• [Stored data]
● ● ● ● ● ● ●

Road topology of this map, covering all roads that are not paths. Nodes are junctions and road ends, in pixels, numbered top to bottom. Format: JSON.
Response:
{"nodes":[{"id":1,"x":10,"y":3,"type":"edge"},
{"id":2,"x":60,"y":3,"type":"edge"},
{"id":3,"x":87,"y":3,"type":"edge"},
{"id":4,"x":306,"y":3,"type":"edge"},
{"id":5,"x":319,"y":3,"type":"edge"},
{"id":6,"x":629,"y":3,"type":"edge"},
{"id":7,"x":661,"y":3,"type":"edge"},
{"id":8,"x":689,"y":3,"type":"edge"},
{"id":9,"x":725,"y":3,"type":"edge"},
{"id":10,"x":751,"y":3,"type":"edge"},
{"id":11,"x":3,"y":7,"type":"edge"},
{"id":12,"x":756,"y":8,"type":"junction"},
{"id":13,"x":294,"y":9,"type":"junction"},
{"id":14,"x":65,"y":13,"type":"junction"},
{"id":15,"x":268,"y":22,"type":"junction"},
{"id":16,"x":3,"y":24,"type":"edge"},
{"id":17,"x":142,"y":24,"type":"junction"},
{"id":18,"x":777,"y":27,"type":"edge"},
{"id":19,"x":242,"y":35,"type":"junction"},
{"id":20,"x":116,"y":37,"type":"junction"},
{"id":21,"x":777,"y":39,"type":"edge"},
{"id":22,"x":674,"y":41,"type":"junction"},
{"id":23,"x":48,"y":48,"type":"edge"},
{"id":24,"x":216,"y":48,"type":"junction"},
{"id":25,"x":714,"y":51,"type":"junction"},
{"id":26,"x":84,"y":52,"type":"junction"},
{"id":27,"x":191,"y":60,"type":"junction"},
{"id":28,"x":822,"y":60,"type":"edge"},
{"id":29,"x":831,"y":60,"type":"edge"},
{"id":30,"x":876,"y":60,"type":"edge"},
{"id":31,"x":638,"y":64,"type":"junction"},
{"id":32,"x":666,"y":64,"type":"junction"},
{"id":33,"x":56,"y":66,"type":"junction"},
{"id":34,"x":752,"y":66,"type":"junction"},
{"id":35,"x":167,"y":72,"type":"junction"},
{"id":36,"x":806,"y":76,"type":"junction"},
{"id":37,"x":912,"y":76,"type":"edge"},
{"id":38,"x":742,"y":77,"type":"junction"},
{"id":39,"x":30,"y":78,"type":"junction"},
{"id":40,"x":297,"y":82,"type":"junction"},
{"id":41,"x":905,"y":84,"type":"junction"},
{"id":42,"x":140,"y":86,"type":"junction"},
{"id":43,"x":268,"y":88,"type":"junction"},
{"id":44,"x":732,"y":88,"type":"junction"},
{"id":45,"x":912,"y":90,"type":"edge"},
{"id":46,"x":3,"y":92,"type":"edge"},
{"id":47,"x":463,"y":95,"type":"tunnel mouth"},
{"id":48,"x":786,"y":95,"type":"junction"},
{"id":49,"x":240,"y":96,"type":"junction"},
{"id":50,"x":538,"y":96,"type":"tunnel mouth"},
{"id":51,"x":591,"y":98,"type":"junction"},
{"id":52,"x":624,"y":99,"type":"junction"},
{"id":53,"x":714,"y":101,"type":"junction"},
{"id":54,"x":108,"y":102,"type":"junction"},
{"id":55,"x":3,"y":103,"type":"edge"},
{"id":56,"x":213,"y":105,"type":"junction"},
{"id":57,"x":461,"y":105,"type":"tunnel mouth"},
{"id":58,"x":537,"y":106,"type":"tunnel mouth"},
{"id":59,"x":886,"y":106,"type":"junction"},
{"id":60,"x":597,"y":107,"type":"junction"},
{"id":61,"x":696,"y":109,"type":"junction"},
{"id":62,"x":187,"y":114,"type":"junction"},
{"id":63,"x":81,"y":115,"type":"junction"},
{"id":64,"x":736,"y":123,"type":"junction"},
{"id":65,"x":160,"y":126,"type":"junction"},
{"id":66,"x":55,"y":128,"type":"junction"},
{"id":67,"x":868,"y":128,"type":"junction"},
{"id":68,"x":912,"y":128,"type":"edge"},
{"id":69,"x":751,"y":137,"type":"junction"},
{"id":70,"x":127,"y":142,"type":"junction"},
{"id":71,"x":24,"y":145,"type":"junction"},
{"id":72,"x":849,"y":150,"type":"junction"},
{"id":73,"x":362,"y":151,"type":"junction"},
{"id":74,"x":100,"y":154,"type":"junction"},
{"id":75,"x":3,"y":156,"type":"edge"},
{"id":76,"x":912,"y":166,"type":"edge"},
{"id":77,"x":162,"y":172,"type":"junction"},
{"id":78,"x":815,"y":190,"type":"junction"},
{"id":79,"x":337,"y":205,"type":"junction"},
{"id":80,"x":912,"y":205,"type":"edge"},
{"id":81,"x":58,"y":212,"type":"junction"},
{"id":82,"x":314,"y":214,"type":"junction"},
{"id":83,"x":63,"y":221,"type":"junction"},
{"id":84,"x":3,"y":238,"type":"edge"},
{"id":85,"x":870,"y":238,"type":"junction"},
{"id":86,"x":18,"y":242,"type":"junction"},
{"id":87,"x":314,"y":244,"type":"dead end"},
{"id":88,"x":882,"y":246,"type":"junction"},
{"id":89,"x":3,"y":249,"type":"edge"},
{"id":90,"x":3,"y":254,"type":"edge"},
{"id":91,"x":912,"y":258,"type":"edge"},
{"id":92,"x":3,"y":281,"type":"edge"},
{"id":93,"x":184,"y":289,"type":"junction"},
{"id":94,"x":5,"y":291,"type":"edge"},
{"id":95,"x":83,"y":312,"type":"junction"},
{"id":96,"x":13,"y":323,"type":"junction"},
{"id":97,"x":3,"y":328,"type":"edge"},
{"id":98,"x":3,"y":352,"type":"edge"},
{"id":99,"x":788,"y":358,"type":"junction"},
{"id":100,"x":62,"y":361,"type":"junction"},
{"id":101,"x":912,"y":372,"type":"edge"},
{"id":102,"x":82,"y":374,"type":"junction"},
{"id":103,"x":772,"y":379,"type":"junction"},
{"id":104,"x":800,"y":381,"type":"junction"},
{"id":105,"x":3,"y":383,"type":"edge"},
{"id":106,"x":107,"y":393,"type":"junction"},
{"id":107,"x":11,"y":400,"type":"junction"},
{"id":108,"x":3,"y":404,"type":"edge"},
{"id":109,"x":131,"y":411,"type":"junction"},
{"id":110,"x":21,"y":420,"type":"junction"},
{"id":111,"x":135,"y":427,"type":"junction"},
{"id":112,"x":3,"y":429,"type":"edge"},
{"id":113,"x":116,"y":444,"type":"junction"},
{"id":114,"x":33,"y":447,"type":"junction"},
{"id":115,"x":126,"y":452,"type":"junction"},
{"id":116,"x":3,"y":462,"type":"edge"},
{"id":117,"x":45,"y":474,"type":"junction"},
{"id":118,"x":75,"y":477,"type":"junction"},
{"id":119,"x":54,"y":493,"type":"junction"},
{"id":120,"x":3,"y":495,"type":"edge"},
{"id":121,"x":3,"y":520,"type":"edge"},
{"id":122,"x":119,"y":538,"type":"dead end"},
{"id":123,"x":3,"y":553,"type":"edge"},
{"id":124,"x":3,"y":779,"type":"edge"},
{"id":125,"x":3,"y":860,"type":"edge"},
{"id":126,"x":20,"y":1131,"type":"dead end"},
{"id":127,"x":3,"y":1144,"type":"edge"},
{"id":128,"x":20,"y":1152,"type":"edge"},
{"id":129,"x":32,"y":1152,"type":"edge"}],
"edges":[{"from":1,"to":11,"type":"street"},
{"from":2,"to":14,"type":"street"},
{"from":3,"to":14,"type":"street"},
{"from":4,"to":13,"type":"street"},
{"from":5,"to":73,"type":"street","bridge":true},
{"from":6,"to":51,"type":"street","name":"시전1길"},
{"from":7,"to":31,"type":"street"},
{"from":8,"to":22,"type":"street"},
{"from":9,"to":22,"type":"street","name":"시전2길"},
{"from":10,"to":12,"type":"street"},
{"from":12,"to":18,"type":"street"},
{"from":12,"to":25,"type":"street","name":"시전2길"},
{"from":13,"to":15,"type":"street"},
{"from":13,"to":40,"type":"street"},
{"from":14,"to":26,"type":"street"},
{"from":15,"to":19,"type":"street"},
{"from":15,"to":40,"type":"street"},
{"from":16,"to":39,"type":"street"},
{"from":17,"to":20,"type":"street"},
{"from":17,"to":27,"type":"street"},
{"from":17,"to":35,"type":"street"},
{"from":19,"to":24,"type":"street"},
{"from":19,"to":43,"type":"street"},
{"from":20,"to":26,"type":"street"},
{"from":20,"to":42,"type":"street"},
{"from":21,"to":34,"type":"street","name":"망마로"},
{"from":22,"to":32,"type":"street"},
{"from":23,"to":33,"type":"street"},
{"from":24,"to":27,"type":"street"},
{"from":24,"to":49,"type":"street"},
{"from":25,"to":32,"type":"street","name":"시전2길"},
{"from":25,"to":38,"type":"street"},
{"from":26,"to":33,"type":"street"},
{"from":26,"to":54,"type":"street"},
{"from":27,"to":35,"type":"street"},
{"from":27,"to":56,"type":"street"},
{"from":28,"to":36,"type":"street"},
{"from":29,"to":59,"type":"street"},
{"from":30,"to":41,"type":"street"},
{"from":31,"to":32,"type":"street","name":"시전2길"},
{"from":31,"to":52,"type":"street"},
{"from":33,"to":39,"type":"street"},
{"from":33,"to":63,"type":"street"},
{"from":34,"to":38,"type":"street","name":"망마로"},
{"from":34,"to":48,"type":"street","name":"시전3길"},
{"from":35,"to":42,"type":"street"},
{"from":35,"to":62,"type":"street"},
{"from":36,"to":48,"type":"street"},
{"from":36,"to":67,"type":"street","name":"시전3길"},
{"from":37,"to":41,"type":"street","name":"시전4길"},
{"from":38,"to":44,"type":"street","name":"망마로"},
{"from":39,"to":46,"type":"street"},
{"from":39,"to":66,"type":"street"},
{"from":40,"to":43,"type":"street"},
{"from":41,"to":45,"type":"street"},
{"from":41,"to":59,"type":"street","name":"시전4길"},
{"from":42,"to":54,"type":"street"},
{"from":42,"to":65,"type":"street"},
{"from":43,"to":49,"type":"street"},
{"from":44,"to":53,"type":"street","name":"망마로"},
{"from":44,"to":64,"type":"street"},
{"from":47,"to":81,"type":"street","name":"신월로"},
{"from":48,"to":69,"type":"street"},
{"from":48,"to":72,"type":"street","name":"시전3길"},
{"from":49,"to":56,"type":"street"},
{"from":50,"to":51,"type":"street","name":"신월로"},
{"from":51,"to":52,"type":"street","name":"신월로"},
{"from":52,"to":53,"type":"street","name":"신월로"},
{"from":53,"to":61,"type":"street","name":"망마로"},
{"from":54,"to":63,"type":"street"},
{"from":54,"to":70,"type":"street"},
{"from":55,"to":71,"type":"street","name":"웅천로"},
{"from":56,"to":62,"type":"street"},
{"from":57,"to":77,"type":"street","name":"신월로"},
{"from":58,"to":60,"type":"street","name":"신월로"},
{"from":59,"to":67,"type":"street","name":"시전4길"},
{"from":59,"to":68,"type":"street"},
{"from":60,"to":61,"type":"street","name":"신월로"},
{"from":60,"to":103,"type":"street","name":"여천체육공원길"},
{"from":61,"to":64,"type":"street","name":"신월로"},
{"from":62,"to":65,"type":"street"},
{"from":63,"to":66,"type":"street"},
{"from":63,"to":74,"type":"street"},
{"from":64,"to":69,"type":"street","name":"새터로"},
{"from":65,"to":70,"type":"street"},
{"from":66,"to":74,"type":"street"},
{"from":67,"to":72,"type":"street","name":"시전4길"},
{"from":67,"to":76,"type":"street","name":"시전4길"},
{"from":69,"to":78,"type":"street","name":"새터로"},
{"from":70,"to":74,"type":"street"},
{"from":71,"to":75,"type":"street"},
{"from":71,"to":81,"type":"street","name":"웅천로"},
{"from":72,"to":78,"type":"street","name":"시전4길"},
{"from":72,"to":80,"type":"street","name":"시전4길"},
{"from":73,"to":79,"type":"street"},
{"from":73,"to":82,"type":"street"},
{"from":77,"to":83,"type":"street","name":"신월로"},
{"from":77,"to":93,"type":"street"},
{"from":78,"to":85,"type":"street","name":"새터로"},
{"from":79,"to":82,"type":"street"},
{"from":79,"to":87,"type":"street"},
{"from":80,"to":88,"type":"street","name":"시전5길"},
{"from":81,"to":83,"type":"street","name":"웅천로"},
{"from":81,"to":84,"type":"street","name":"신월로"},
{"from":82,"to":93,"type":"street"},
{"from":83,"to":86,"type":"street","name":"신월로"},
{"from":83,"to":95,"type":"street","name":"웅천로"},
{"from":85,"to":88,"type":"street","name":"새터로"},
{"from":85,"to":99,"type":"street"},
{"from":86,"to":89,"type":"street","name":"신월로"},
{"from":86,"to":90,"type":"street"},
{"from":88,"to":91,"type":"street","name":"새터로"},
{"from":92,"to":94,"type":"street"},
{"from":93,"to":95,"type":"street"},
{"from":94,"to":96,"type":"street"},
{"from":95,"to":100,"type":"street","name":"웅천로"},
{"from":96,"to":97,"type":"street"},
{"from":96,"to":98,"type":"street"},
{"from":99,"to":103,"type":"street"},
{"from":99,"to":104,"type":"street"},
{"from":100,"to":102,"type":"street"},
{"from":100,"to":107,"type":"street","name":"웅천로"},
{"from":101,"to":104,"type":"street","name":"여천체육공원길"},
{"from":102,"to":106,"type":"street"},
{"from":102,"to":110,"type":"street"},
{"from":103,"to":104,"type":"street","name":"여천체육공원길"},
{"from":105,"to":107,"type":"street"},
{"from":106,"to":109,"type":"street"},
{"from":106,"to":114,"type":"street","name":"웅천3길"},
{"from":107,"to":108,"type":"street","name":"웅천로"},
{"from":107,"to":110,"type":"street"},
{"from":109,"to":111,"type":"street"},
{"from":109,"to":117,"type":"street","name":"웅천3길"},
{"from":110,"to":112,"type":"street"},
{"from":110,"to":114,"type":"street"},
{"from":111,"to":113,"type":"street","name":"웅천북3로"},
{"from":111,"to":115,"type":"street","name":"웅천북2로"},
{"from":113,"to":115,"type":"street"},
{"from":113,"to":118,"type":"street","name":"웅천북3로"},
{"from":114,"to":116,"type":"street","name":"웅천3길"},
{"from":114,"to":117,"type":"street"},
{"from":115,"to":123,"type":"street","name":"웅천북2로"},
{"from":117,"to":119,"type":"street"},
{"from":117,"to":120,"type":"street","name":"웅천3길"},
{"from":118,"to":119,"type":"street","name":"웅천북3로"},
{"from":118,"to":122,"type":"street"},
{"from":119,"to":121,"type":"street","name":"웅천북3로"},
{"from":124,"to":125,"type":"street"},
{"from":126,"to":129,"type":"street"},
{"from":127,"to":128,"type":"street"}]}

● ● ● ● ● ● ●

Copy out each line from the preceding entries that mentions the word "mouth".

• [WRITTEN RESPONSE]
{"id":47,"x":463,"y":95,"type":"tunnel mouth"},
{"id":50,"x":538,"y":96,"type":"tunnel mouth"},
{"id":57,"x":461,"y":105,"type":"tunnel mouth"},
{"id":58,"x":537,"y":106,"type":"tunnel mouth"},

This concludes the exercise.